STORED DATA:
· · · ·

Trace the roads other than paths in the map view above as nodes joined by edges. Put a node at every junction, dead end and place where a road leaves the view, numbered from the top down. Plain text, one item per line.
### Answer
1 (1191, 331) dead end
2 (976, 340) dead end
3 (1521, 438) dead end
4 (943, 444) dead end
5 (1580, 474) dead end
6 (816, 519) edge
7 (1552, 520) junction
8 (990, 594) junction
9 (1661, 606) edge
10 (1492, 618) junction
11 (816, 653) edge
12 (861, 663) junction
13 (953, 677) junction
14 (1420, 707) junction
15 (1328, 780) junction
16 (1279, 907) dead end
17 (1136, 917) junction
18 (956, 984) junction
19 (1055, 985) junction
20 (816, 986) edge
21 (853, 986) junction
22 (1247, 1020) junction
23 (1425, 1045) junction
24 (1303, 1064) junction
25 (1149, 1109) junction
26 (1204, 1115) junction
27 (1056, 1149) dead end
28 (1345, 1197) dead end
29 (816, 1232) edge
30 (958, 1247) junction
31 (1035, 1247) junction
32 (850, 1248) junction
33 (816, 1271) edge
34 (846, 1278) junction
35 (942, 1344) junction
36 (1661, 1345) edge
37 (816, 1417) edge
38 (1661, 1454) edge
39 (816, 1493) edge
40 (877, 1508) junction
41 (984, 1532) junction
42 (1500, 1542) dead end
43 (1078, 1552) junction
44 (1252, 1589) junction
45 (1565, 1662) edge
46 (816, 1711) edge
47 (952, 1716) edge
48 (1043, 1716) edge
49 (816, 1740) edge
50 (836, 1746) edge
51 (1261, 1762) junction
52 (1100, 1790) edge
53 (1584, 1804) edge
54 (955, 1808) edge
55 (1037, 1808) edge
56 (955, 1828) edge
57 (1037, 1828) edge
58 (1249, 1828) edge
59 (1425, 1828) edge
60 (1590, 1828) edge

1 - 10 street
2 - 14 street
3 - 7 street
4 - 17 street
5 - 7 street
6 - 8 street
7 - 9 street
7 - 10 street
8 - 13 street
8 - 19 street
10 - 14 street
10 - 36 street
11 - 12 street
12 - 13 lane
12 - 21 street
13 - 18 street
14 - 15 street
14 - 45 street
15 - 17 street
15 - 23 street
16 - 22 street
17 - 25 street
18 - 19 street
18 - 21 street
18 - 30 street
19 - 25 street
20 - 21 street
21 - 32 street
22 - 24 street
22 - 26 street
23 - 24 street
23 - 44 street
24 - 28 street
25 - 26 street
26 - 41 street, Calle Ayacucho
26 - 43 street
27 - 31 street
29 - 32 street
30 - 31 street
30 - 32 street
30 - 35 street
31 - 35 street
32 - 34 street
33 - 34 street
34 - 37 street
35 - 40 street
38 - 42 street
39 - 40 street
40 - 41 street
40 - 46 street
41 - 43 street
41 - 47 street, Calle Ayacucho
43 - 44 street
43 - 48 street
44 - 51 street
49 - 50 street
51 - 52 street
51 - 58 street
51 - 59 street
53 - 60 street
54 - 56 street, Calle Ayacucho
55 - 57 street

· · · ·

TASK TO CARRY OUT:
Filter these records, keeping every line where the word "Ayacucho" occurs.

RESPONSE TO THE EXERCISE:
26 - 41 street, Calle Ayacucho
41 - 47 street, Calle Ayacucho
54 - 56 street, Calle Ayacucho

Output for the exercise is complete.